Nothing goes better with Torah Study than bagels, lox, and cream cheese. So if it is a Saturday morning around 9 a.m. at Congregation Har HaShem in Boulder, you can find both, and some 30 to 40 souls, who are there to chew on it all. 
“I used to work at a congregations that called it ‘BLT’ — Bagels, Lox and Torah, but then the recession hit and we changed the name to Bagels, Learning and Torah,” Rabbi Fred Greene, says with a chuckle. This one hour weekly study session with Rabbi Greene, which each week draws many familiar faces, and always a few new ones, could easily be called ‘BLLLT,’ Bagels, Lox, Learning, Laughter and Torah, because there’s plenty of everything.
There’s lots of reasons people show up around the long rectangular table (with additional seats lining the walls of the large, open room to accommodate everyone), but most would say it is for spiritual and intellectual sustenance…rather than the delicious carbs.
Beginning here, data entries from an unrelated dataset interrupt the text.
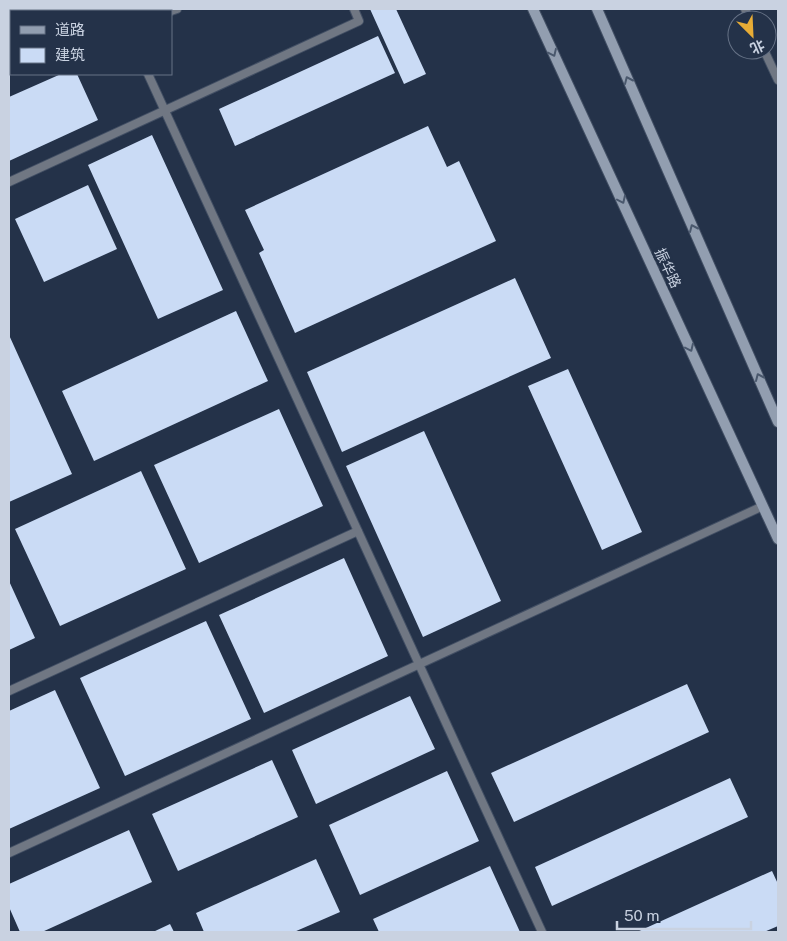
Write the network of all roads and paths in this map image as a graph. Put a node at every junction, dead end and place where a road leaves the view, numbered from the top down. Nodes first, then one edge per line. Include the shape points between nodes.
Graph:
1 (354, 9) edge
2 (533, 9) edge
3 (597, 9) edge
4 (769, 60) edge
5 (148, 75) edge
6 (778, 80) edge
7 (165, 110) junction
8 (9, 182) edge
9 (778, 422) edge
10 (763, 506) junction
11 (358, 531) junction
12 (778, 539) edge
13 (418, 664) junction
14 (9, 691) edge
15 (9, 852) edge
16 (542, 932) edge

1 - 7 lane via 359,21
2 -> 10 main road, 振华路
9 -> 3 main road
4 - 6 lane
5 - 7 lane
7 - 8 lane
7 - 11 lane
10 - 12 main road, 振华路
10 - 13 lane
11 - 13 lane
11 - 14 lane
13 - 15 lane
13 - 16 lane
People come for a deep dive into the weekly Parsha, and for a chance to ask questions, and share their thoughts. It’s a lively, participatory, learned, group. Each week, it seems like there are as many perspectives, laughs, and hands raised to ask a questions, as there are poppy seeds on a bagel.
These Torah Study sessions are open for all — to drop in once to check it out, or to become a regular. You don’t have to be able to read Hebrew, and you don’t have to do any preparation before hand…even though many people in the room do both. There is certainly varying levels of Jewish literacy among the group, but what is shared is the desire to listen, learn, while showing respect for other people’s opinions. 
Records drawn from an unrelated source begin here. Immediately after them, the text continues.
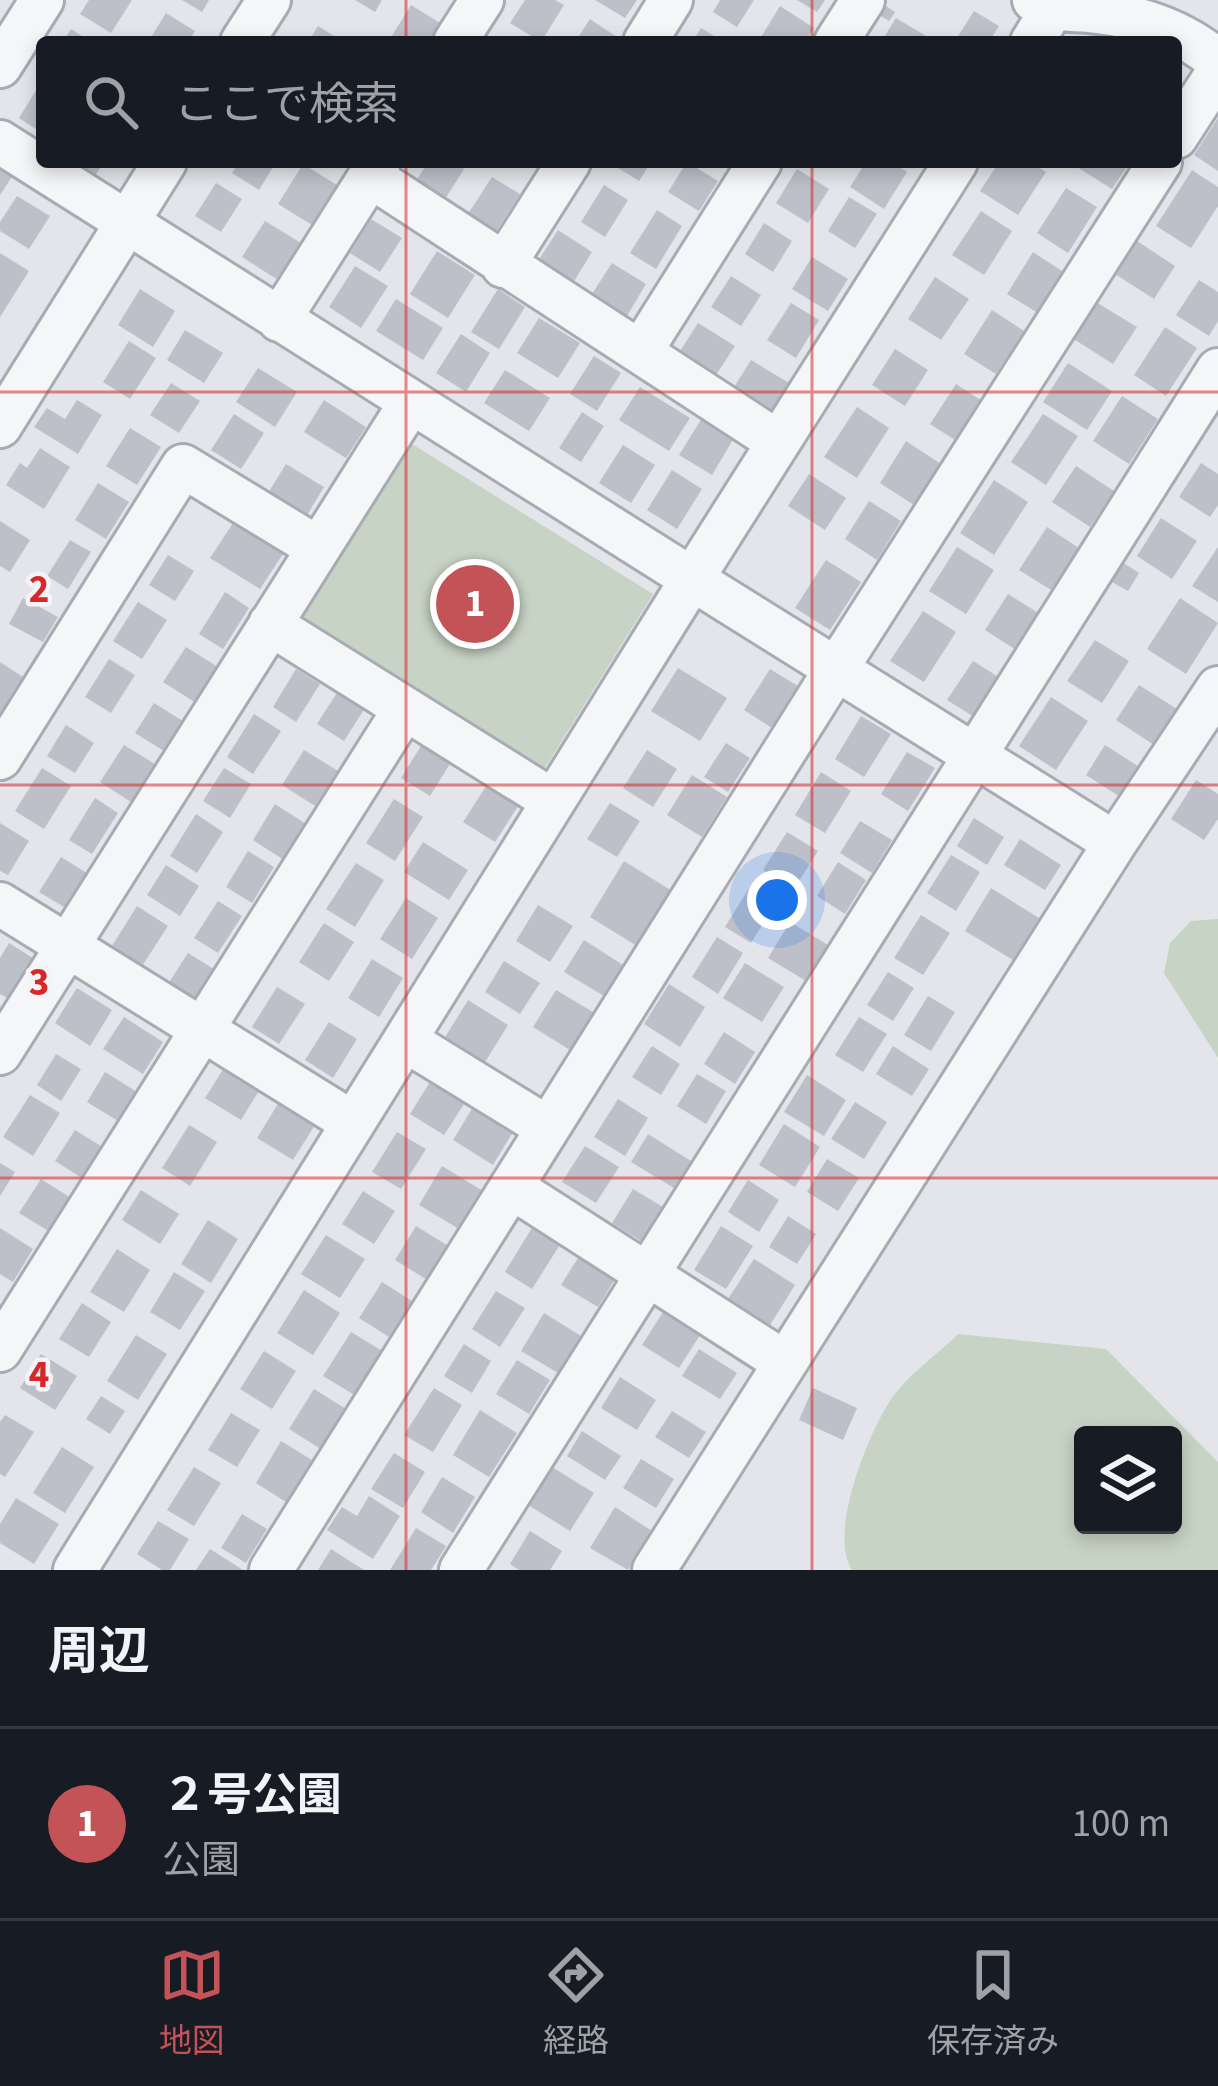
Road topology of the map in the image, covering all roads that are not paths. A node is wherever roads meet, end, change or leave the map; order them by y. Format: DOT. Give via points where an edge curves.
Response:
graph roads {
  1 [pos="42,0"];
  2 [pos="269,0"];
  3 [pos="482,0"];
  4 [pos="671,0"];
  5 [pos="863,0"];
  6 [pos="1039,18"];
  7 [pos="246,36"];
  8 [pos="459,36"];
  9 [pos="649,36"];
  10 [pos="840,36"];
  11 [pos="1180,36"];
  12 [pos="1182,37"];
  13 [pos="1218,61"];
  14 [pos="0,66"];
  15 [pos="1218,72"];
  16 [pos="1182,128"];
  17 [pos="0,142"];
  18 [pos="36,165"];
  19 [pos="40,168"];
  20 [pos="161,168"];
  21 [pos="565,168"];
  22 [pos="756,168"];
  23 [pos="952,168"];
  24 [pos="1156,168"];
  25 [pos="375,169"];
  26 [pos="126,223"];
  27 [pos="503,266"];
  28 [pos="279,320"];
  29 [pos="640,351"];
  30 [pos="1218,370"];
  31 [pos="411,403"];
  32 [pos="0,426"];
  33 [pos="778,442"];
  34 [pos="318,548"];
  35 [pos="692,579"];
  36 [pos="270,624"];
  37 [pos="836,670"];
  38 [pos="1218,688"];
  39 [pos="404,710"];
  40 [pos="1203,745"];
  41 [pos="974,757"];
  42 [pos="0,758"];
  43 [pos="553,801"];
  44 [pos="1115,843"];
  45 [pos="0,904"];
  46 [pos="68,948"];
  47 [pos="202,1031"];
  48 [pos="405,1040"];
  49 [pos="0,1053"];
  50 [pos="353,1124"];
  51 [pos="548,1128"];
  52 [pos="511,1187"];
  53 [pos="647,1274"];
  54 [pos="0,1349"];
  55 [pos="784,1362"];
  56 [pos="75,1570"];
  57 [pos="271,1570"];
  58 [pos="461,1570"];
  59 [pos="654,1570"];
  1 -- 14 [label="street"];
  2 -- 7 [label="street"];
  3 -- 8 [label="street"];
  4 -- 9 [label="street"];
  5 -- 10 [label="street"];
  6 -- 11 [label="street" via="1096,11"];
  12 -- 13 [label="street"];
  15 -- 16 [label="street"];
  17 -- 18 [label="street"];
  19 -- 26 [label="street"];
  20 -- 26 [label="street"];
  21 -- 27 [label="street"];
  22 -- 29 [label="street"];
  23 -- 33 [label="street"];
  24 -- 37 [label="street"];
  25 -- 27 [label="street"];
  25 -- 28 [label="street"];
  26 -- 28 [label="street"];
  26 -- 32 [label="street"];
  27 -- 29 [label="street"];
  28 -- 31 [label="street"];
  29 -- 33 [label="street"];
  30 -- 41 [label="street"];
  31 -- 34 [label="street"];
  31 -- 35 [label="street"];
  33 -- 35 [label="street"];
  34 -- 36 [label="street"];
  34 -- 42 [label="street" via="183,466"];
  35 -- 37 [label="street"];
  35 -- 43 [label="street"];
  36 -- 39 [label="street"];
  36 -- 46 [label="street"];
  37 -- 41 [label="street"];
  37 -- 51 [label="street"];
  38 -- 40 [label="street"];
  39 -- 43 [label="street"];
  39 -- 47 [label="street"];
  40 -- 44 [label="street"];
  41 -- 44 [label="street"];
  41 -- 53 [label="street"];
  43 -- 48 [label="street"];
  44 -- 55 [label="street"];
  45 -- 46 [label="street"];
  46 -- 47 [label="street"];
  46 -- 49 [label="street"];
  47 -- 50 [label="street"];
  47 -- 54 [label="street"];
  48 -- 50 [label="street"];
  48 -- 51 [label="street"];
  50 -- 56 [label="street"];
  51 -- 52 [label="street"];
  52 -- 53 [label="street"];
  52 -- 57 [label="street"];
  53 -- 55 [label="street"];
  53 -- 58 [label="street"];
  55 -- 59 [label="street"];
}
Ira, who has been coming to study Torah on and off for 8 years isn’t alone when he says, “Study in a group allows me to build connection with others, hear different viewpoints and feel the presence of G-d.”
Rabbi Greene, who came to Har HaShem in 2015 was committed to leading a weekly Torah Study followed by prayer minyan. “It’s meaningful when we get to see ourselves in Torah,” he says. “We get to see that it doesn’t have to be something foreign, abstract, something we are only told about. Torah Study helps us bring meaning into our lives and that’s why we are here.”
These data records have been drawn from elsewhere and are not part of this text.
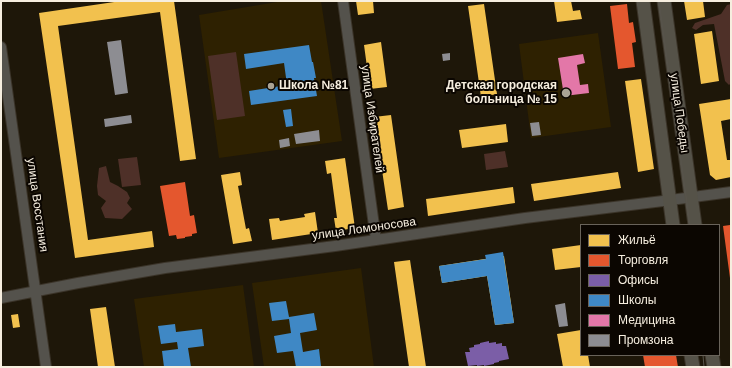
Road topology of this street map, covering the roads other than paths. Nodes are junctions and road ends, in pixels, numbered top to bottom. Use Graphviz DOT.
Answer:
graph roads {
  1 [pos="343,1"];
  2 [pos="643,1"];
  3 [pos="664,1"];
  4 [pos="1,47"];
  5 [pos="731,192"];
  6 [pos="691,197"];
  7 [pos="670,200"];
  8 [pos="673,224"];
  9 [pos="695,224"];
  10 [pos="376,240"];
  11 [pos="36,292"];
  12 [pos="1,298"];
  13 [pos="691,356"];
  14 [pos="712,356"];
  15 [pos="46,367"];
  16 [pos="693,367"];
  17 [pos="714,367"];
  1 -- 10 [label="street, улица Избирателей"];
  2 -- 7 [label="main road, улица Победы"];
  3 -- 6 [label="main road, улица Победы"];
  4 -- 11 [label="street, улица Восстания"];
  5 -- 6 [label="street, улица Ломоносова"];
  6 -- 7 [label="street, улица Ломоносова"];
  6 -- 9 [label="main road, улица Победы"];
  7 -- 8 [label="main road, улица Победы"];
  7 -- 10 [label="street, улица Ломоносова"];
  10 -- 11 [label="street, улица Ломоносова"];
  11 -- 12 [label="street, улица Ломоносова"];
  11 -- 15 [label="street, улица Восстания"];
  13 -- 16 [label="main road"];
  14 -- 17 [label="main road"];
}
Each session starts with Rabbi Greene asking people to say hello and welcome to the people next to them, and then with a Blessing for studying Torah. It’s not unusual for a hand to shoot up immediately with a question about the blessing, or the meaning of the name of the Parsha. Sometimes before even one word of the text is read the room fills with comments and discussions and of course laughter. That’s how it goes….week after week.
One recent Saturday morning, when the group was starting over at the beginning of the Torah and looking at the text from the the very first Parshat, Bereshit, as always, the group had lots to say.
When Rabbi Greene offered the notion that Torah is a blue print for creating the world, someone chimed in that there is a Midrash (Jewish teaching) that says G-d studied Torah before creating the world. Others offered up interesting ideas like G-d speaks in multiple voices and that we can see sparks of Torah in those we disagree with.
You could tell how much Rabbi Greene appreciated the give and take because after each comment offered, he broke into his big smile and responded with an enthusiastic “Good question!” or “Nice!” or “Beautiful!” or “…love that!”
That morning, people were so eager to chime in to the discussion, that at 9:25 the Rabbi calls on three more people with raised hands, even though they had barely made any progress in the text. “Ok, so let’s have these three more comments and then I want to get back to reading because we have only gotten through the first 3 words so far….,” the Rabbi said trailing off.
“Is that a problem?” someone asks to no one in particular.
The room erupts in laughter, once again, because everyone knows that what they are doing in these mornings together is less about reaching a final destination or a completed Parsha, or a definitive answer. They are just all coming along, week after week, on a journey through the Torah, with a bunch of fellow travelers making frequent stops along the way for bits of Jewish wisdom, and bites on their bagel.